== PROMPT ==
Please find the lines in the entries below that contain the word "down", and copy each one.

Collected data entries
========================================
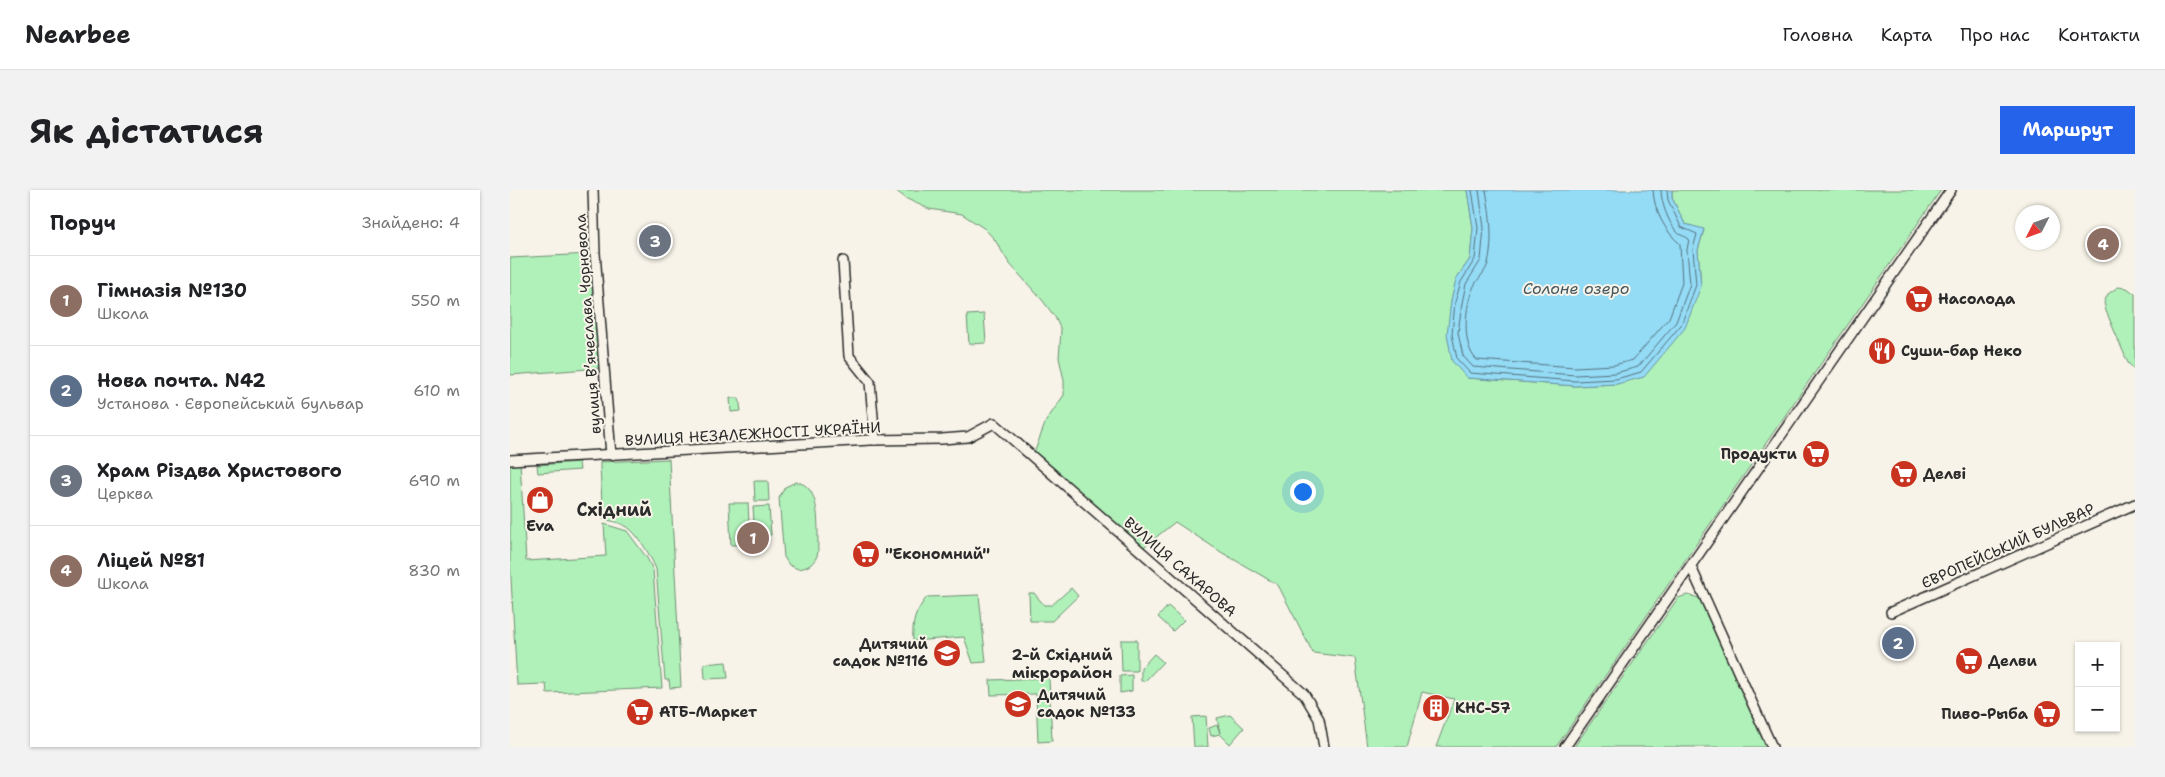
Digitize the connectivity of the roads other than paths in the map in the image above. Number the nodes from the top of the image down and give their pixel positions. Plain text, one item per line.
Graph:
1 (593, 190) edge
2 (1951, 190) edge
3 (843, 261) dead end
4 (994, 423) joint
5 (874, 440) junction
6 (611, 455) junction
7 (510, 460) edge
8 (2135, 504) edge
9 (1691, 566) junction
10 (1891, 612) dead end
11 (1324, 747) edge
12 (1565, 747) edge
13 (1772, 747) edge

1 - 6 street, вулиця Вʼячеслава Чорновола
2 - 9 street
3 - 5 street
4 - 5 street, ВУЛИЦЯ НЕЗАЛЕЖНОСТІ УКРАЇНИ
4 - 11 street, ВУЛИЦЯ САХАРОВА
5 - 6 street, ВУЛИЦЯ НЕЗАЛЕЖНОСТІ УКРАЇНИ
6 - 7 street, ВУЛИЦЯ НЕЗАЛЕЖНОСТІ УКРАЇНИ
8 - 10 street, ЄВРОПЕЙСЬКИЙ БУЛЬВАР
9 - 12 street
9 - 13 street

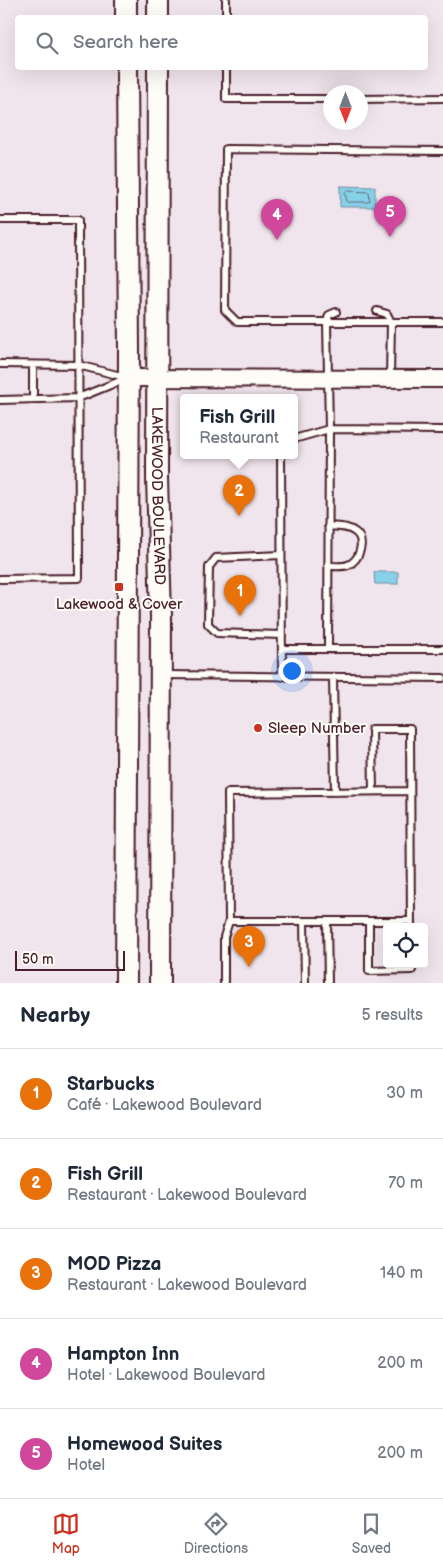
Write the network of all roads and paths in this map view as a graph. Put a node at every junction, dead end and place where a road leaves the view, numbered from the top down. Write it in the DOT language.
========================================
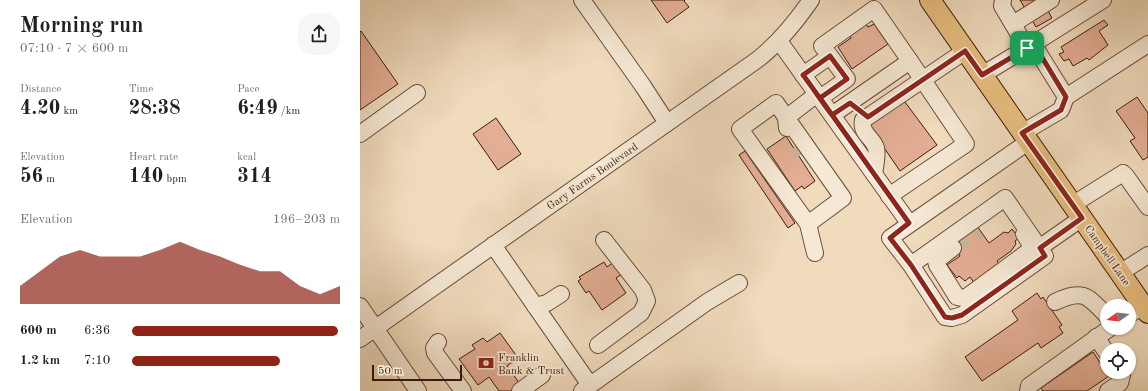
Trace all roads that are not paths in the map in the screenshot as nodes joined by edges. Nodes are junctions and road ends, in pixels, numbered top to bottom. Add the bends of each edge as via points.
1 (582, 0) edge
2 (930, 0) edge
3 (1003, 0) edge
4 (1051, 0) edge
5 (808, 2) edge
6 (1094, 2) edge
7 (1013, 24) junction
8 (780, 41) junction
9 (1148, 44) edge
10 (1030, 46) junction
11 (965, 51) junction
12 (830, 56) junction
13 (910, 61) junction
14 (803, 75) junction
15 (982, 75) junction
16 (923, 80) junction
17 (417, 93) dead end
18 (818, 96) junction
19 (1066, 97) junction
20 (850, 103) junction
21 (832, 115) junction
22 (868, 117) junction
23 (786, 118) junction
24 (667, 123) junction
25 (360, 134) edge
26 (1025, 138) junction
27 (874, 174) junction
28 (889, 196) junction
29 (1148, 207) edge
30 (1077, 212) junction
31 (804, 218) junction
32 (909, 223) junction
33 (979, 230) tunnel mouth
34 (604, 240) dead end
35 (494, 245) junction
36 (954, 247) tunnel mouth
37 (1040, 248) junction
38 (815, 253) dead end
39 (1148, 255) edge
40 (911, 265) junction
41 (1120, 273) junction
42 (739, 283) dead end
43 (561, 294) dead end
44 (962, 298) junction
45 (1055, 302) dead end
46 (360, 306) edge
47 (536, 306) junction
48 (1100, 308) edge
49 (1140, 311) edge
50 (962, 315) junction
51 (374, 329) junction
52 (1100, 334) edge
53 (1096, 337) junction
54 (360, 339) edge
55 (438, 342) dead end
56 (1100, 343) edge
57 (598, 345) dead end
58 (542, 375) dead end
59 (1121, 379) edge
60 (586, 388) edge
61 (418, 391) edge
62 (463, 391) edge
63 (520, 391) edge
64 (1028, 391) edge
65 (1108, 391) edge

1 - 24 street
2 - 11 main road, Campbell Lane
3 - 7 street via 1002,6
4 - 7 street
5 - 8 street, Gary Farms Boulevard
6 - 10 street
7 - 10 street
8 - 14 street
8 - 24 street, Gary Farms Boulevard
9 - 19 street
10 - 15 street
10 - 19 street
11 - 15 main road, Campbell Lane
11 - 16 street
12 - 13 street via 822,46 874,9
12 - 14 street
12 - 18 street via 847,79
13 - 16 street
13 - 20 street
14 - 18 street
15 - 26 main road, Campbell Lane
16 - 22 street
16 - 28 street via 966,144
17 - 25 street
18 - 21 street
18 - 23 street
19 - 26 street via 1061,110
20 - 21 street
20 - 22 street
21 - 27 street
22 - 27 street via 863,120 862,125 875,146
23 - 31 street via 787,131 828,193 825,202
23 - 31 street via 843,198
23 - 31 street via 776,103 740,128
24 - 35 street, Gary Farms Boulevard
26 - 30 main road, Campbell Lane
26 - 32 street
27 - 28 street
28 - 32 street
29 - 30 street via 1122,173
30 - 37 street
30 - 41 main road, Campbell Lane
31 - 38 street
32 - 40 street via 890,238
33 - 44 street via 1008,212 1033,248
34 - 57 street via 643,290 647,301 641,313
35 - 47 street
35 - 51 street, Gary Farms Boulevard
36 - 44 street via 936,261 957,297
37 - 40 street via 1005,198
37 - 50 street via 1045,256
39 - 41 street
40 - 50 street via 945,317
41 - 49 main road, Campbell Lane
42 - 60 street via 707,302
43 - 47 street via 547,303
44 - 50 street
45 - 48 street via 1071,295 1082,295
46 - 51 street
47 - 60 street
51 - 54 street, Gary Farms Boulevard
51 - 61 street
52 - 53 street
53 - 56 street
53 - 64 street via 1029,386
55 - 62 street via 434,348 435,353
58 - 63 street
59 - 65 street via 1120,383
========================================
== ANSWER BOX ==
Digitize the connectivity of the roads other than paths in the map in the image above. Number the nodes from the top of the image down and give their pixel positions. Plain text, one item per line.
Write the network of all roads and paths in this map view as a graph. Put a node at every junction, dead end and place where a road leaves the view, numbered from the top down. Write it in the DOT language.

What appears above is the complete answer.